This band, one of my most beloved of the long lost 80’s, effectively died for me w/ 1990’s Reverberation which featured a shitty replacement singer and hooks lifted straight from The Stone Roses, the reigning alt guitar gods of the day. So when the reunited Echo released Evergreen in 1997, I flat-out ignored it, despite the avalanche of praise the album received. No, strike that “despite;” I ignored Evergreen because of the praise which i took for mere corporate-funded hype. I was (and remain) a cynical prick. So I ignored all the subsequent releases as well, all five of them, all the way up to Meteorites (2014). Which strikes me as odd, writing this now. Cynical as I am, I have never been so steadfastly incurious about a band or writer or artist or filmmaker who once gave me pleasure. And man, I loved Echo’s first four albums so much, and maybe that was my problem. Those first four albums were the incessant soundtrack for a very potent period of my life, two C90 BSAF cassette dupes that were always in my car or in my stereo’s deck and played endlessly at 11 while I nursed a broken heart and endured Earth-shattering disappointments and shit like that. Yeah, this is something we can all relate to: one really can love something or someone too much. Duh.

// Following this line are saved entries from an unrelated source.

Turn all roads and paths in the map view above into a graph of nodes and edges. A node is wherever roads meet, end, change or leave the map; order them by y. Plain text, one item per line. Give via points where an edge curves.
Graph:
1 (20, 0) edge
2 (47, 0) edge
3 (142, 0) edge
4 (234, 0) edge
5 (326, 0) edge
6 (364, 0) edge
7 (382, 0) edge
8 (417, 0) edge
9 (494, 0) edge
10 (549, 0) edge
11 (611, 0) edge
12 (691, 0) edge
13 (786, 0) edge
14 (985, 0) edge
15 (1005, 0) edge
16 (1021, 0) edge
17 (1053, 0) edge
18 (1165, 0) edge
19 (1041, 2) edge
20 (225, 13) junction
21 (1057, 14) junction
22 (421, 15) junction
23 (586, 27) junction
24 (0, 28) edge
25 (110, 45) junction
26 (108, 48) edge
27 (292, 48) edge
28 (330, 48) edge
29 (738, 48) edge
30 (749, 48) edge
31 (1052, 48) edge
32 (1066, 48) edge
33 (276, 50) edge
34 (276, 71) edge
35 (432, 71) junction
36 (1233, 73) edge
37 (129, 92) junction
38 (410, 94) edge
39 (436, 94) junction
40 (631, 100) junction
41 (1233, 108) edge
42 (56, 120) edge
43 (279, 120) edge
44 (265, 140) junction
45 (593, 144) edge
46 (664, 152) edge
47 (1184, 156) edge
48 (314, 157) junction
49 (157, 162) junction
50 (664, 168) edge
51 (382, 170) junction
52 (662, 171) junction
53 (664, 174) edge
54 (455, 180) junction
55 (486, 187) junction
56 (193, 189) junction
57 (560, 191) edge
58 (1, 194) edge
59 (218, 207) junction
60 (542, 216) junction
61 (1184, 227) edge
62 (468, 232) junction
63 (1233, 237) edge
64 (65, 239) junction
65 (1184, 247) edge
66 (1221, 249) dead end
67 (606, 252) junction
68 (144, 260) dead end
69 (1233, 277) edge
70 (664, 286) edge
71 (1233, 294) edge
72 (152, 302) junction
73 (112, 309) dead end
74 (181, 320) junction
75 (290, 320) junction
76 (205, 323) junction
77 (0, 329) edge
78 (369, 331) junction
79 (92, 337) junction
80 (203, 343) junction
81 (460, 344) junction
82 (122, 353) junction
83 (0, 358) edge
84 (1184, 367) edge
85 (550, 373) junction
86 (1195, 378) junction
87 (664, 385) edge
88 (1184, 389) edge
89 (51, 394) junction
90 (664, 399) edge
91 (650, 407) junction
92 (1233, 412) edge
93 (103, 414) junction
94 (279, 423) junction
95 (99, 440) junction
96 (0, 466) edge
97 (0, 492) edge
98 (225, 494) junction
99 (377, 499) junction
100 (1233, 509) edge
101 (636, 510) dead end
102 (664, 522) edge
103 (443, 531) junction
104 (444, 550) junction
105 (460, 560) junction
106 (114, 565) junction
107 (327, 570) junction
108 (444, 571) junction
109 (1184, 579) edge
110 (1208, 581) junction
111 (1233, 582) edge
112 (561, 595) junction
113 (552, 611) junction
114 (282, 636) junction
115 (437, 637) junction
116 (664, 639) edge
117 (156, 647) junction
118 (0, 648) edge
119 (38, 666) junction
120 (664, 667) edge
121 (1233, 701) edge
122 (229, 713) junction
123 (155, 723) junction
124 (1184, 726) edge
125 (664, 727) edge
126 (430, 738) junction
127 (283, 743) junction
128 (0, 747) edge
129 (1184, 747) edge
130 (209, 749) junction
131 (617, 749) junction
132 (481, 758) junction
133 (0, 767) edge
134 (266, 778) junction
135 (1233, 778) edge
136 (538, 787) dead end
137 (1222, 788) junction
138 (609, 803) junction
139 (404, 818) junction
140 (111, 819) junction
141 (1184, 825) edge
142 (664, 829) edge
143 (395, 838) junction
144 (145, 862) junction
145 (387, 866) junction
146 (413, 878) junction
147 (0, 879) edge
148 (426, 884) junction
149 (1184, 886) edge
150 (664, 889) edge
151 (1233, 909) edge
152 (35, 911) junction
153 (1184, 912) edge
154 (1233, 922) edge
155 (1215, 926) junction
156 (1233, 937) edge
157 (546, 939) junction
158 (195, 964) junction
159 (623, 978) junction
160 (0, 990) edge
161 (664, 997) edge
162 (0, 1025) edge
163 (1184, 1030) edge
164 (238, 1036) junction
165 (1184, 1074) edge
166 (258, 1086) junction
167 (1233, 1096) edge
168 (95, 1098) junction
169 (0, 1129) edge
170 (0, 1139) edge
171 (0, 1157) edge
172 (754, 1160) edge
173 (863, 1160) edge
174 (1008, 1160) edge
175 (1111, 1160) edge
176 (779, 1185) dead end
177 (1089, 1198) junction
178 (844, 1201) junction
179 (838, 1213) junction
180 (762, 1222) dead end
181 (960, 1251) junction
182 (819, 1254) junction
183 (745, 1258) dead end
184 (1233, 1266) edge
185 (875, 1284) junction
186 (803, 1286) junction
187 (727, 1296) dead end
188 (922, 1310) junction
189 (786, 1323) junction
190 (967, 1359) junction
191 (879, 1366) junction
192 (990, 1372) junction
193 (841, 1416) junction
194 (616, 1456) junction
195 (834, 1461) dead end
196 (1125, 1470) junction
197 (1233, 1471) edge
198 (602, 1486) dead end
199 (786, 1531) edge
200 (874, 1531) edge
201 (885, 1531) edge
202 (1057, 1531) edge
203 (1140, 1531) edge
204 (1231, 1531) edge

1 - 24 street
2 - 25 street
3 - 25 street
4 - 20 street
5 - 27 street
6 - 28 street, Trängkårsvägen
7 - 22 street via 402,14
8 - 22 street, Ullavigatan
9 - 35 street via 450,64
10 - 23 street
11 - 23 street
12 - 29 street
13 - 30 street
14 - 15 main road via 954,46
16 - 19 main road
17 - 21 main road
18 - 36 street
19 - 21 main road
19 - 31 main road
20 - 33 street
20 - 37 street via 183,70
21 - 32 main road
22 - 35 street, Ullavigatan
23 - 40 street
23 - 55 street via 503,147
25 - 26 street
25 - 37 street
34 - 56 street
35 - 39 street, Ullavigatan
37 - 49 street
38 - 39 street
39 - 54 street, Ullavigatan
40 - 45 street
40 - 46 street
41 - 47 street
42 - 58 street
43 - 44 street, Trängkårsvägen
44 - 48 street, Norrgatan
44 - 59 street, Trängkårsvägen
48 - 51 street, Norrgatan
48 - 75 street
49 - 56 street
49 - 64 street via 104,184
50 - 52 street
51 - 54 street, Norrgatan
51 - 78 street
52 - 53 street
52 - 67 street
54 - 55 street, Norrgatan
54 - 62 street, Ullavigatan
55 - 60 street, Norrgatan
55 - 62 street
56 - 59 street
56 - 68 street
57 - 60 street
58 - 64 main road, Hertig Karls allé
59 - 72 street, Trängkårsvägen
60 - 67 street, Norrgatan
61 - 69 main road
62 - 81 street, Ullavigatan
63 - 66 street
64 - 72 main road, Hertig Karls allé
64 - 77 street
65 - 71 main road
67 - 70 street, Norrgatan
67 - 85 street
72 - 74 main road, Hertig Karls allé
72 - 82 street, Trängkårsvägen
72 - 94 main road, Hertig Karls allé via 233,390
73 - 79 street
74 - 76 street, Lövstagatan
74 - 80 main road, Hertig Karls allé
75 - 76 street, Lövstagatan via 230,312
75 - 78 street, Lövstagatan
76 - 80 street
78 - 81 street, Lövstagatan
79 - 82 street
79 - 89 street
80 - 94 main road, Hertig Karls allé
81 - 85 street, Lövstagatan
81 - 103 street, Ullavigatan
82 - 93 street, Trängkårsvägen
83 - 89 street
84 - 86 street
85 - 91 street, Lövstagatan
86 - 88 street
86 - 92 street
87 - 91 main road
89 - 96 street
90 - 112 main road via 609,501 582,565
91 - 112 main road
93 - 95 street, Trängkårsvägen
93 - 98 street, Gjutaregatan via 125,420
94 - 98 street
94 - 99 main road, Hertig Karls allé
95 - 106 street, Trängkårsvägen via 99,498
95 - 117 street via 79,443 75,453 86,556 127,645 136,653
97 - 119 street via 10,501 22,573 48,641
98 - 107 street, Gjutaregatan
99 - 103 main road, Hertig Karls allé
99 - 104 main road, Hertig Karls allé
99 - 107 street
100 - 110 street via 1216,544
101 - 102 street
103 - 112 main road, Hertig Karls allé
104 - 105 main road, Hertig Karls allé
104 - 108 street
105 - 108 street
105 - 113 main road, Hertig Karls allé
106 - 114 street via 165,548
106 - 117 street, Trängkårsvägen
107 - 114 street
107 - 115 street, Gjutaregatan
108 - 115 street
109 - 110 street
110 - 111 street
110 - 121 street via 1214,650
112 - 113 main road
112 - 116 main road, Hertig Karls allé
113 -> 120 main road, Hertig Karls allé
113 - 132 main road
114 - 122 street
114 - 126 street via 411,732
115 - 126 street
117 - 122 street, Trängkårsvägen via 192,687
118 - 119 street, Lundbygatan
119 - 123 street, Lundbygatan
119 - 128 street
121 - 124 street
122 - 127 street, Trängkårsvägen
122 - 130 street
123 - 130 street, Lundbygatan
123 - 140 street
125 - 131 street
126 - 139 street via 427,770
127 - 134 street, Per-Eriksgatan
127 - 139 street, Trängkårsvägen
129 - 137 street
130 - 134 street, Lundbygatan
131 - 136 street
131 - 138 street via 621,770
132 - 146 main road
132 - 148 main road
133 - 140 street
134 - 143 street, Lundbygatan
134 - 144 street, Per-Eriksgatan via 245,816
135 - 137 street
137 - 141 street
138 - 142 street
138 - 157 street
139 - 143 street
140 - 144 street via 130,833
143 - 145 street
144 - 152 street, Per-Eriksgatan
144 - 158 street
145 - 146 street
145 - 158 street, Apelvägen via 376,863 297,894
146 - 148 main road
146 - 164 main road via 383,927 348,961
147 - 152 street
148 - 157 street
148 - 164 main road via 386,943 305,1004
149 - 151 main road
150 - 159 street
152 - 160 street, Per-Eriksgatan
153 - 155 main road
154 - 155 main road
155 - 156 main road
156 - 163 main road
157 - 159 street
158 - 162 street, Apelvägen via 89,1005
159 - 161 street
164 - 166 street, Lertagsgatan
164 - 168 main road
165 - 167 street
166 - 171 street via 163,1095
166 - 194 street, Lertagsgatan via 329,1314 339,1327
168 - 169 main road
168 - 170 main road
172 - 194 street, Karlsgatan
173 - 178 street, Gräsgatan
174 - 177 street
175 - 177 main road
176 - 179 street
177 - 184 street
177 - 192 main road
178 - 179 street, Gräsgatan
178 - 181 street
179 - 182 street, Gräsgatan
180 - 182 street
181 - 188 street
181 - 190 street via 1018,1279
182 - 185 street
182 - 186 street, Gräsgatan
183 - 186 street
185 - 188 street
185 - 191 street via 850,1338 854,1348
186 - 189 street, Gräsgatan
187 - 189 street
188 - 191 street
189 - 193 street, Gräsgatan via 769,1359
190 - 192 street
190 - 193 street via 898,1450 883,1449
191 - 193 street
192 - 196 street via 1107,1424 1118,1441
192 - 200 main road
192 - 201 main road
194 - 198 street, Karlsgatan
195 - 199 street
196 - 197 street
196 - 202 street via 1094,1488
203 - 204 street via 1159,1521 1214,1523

Anyway, Echo came up in casual conversation the other day at The Creep’s new dayjob, and in the course of the chat a deep embarrassment fell over me like a lead-weighted net: one of my favorite bands, huh, yet I had willfully thumbed my nose at their last six albums? My poor widdle heart had healed a long time ago, I was a big boy now. I resolved to give the “new” Echo albums a spin.

I was pleasantly shocked.

The material felt familiar, yet new! That special, original and unique spark was still there! (Yes I’m making fun of myself.) Bottom line: the music was good. Very good. A certain band couldn’t hurt me. “That was long ago in another country, and I am a different man. Besides, the bitch is dead.” Chesterton. I think.

In the course of my explorations youtube kindly shoved this live performance from 2009 down my throat, and I said “Thank you sir may I have another.” This is an enormous concert, recorded right off the sound board so if somebody fucked up it would have been a sonic Nagasaki but amazingly there is not a single misstep, the entire gig is “note perfect.”

Enjoy.

Here’s to resiliency, and new beginnings, and healed hearts. Aaw.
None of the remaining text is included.